#### What you have to do:
Extract all of the entries and give them again, word for word.

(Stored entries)
▼

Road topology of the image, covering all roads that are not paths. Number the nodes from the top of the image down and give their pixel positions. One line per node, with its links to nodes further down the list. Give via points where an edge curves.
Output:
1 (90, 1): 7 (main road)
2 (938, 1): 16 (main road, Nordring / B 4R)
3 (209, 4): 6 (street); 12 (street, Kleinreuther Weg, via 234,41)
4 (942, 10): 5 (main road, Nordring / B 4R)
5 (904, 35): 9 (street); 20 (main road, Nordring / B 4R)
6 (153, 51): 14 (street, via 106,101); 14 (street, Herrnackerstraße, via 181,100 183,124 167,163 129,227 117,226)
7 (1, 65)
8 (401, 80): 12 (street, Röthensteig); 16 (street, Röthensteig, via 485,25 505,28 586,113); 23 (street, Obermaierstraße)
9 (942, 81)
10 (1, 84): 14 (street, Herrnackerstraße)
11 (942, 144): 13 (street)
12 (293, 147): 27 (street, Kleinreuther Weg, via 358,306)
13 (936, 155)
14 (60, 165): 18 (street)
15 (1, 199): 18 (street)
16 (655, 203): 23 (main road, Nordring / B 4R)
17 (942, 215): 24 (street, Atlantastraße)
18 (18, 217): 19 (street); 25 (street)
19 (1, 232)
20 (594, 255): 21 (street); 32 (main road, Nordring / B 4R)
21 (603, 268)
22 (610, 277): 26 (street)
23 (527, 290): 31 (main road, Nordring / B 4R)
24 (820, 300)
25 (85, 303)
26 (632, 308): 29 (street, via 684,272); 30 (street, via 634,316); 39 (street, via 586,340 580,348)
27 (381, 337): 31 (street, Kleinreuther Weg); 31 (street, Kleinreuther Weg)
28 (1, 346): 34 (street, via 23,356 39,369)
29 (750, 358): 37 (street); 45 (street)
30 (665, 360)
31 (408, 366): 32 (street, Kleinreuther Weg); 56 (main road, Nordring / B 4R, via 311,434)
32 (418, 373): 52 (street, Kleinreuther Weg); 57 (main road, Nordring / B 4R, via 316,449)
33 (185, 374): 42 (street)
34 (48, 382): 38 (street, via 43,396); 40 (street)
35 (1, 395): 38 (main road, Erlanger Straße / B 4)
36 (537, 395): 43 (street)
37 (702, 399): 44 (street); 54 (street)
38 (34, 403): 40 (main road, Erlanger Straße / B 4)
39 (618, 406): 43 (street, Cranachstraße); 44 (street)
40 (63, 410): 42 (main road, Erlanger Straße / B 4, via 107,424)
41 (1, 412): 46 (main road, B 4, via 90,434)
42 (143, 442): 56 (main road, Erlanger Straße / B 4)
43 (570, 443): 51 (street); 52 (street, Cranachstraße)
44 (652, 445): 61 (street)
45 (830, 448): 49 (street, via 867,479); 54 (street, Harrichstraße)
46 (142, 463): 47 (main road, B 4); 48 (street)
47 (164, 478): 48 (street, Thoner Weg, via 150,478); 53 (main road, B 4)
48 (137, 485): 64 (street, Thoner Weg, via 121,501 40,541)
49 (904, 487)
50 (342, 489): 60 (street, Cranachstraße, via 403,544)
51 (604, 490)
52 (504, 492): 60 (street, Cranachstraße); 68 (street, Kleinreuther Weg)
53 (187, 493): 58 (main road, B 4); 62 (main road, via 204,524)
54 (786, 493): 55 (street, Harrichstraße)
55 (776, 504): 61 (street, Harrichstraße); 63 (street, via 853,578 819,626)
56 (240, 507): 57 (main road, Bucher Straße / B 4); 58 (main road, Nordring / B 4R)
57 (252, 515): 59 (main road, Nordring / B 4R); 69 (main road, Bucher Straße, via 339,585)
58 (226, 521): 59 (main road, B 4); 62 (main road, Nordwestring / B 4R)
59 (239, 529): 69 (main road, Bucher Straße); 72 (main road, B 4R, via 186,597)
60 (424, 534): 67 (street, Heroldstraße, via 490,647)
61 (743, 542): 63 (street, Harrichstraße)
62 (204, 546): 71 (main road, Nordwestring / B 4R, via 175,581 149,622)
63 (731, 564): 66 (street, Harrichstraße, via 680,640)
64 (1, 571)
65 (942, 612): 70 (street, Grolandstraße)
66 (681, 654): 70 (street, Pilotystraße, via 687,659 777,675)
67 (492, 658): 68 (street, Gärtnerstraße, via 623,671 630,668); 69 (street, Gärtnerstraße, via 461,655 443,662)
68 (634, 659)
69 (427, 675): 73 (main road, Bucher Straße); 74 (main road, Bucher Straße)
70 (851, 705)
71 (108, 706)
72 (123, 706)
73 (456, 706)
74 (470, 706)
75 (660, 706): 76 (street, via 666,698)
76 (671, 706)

▲

#### Response below:
Road topology of the image, covering all roads that are not paths. Number the nodes from the top of the image down and give their pixel positions. One line per node, with its links to nodes further down the list. Give via points where an edge curves.
Output:
1 (90, 1): 7 (main road)
2 (938, 1): 16 (main road, Nordring / B 4R)
3 (209, 4): 6 (street); 12 (street, Kleinreuther Weg, via 234,41)
4 (942, 10): 5 (main road, Nordring / B 4R)
5 (904, 35): 9 (street); 20 (main road, Nordring / B 4R)
6 (153, 51): 14 (street, via 106,101); 14 (street, Herrnackerstraße, via 181,100 183,124 167,163 129,227 117,226)
7 (1, 65)
8 (401, 80): 12 (street, Röthensteig); 16 (street, Röthensteig, via 485,25 505,28 586,113); 23 (street, Obermaierstraße)
9 (942, 81)
10 (1, 84): 14 (street, Herrnackerstraße)
11 (942, 144): 13 (street)
12 (293, 147): 27 (street, Kleinreuther Weg, via 358,306)
13 (936, 155)
14 (60, 165): 18 (street)
15 (1, 199): 18 (street)
16 (655, 203): 23 (main road, Nordring / B 4R)
17 (942, 215): 24 (street, Atlantastraße)
18 (18, 217): 19 (street); 25 (street)
19 (1, 232)
20 (594, 255): 21 (street); 32 (main road, Nordring / B 4R)
21 (603, 268)
22 (610, 277): 26 (street)
23 (527, 290): 31 (main road, Nordring / B 4R)
24 (820, 300)
25 (85, 303)
26 (632, 308): 29 (street, via 684,272); 30 (street, via 634,316); 39 (street, via 586,340 580,348)
27 (381, 337): 31 (street, Kleinreuther Weg); 31 (street, Kleinreuther Weg)
28 (1, 346): 34 (street, via 23,356 39,369)
29 (750, 358): 37 (street); 45 (street)
30 (665, 360)
31 (408, 366): 32 (street, Kleinreuther Weg); 56 (main road, Nordring / B 4R, via 311,434)
32 (418, 373): 52 (street, Kleinreuther Weg); 57 (main road, Nordring / B 4R, via 316,449)
33 (185, 374): 42 (street)
34 (48, 382): 38 (street, via 43,396); 40 (street)
35 (1, 395): 38 (main road, Erlanger Straße / B 4)
36 (537, 395): 43 (street)
37 (702, 399): 44 (street); 54 (street)
38 (34, 403): 40 (main road, Erlanger Straße / B 4)
39 (618, 406): 43 (street, Cranachstraße); 44 (street)
40 (63, 410): 42 (main road, Erlanger Straße / B 4, via 107,424)
41 (1, 412): 46 (main road, B 4, via 90,434)
42 (143, 442): 56 (main road, Erlanger Straße / B 4)
43 (570, 443): 51 (street); 52 (street, Cranachstraße)
44 (652, 445): 61 (street)
45 (830, 448): 49 (street, via 867,479); 54 (street, Harrichstraße)
46 (142, 463): 47 (main road, B 4); 48 (street)
47 (164, 478): 48 (street, Thoner Weg, via 150,478); 53 (main road, B 4)
48 (137, 485): 64 (street, Thoner Weg, via 121,501 40,541)
49 (904, 487)
50 (342, 489): 60 (street, Cranachstraße, via 403,544)
51 (604, 490)
52 (504, 492): 60 (street, Cranachstraße); 68 (street, Kleinreuther Weg)
53 (187, 493): 58 (main road, B 4); 62 (main road, via 204,524)
54 (786, 493): 55 (street, Harrichstraße)
55 (776, 504): 61 (street, Harrichstraße); 63 (street, via 853,578 819,626)
56 (240, 507): 57 (main road, Bucher Straße / B 4); 58 (main road, Nordring / B 4R)
57 (252, 515): 59 (main road, Nordring / B 4R); 69 (main road, Bucher Straße, via 339,585)
58 (226, 521): 59 (main road, B 4); 62 (main road, Nordwestring / B 4R)
59 (239, 529): 69 (main road, Bucher Straße); 72 (main road, B 4R, via 186,597)
60 (424, 534): 67 (street, Heroldstraße, via 490,647)
61 (743, 542): 63 (street, Harrichstraße)
62 (204, 546): 71 (main road, Nordwestring / B 4R, via 175,581 149,622)
63 (731, 564): 66 (street, Harrichstraße, via 680,640)
64 (1, 571)
65 (942, 612): 70 (street, Grolandstraße)
66 (681, 654): 70 (street, Pilotystraße, via 687,659 777,675)
67 (492, 658): 68 (street, Gärtnerstraße, via 623,671 630,668); 69 (street, Gärtnerstraße, via 461,655 443,662)
68 (634, 659)
69 (427, 675): 73 (main road, Bucher Straße); 74 (main road, Bucher Straße)
70 (851, 705)
71 (108, 706)
72 (123, 706)
73 (456, 706)
74 (470, 706)
75 (660, 706): 76 (street, via 666,698)
76 (671, 706)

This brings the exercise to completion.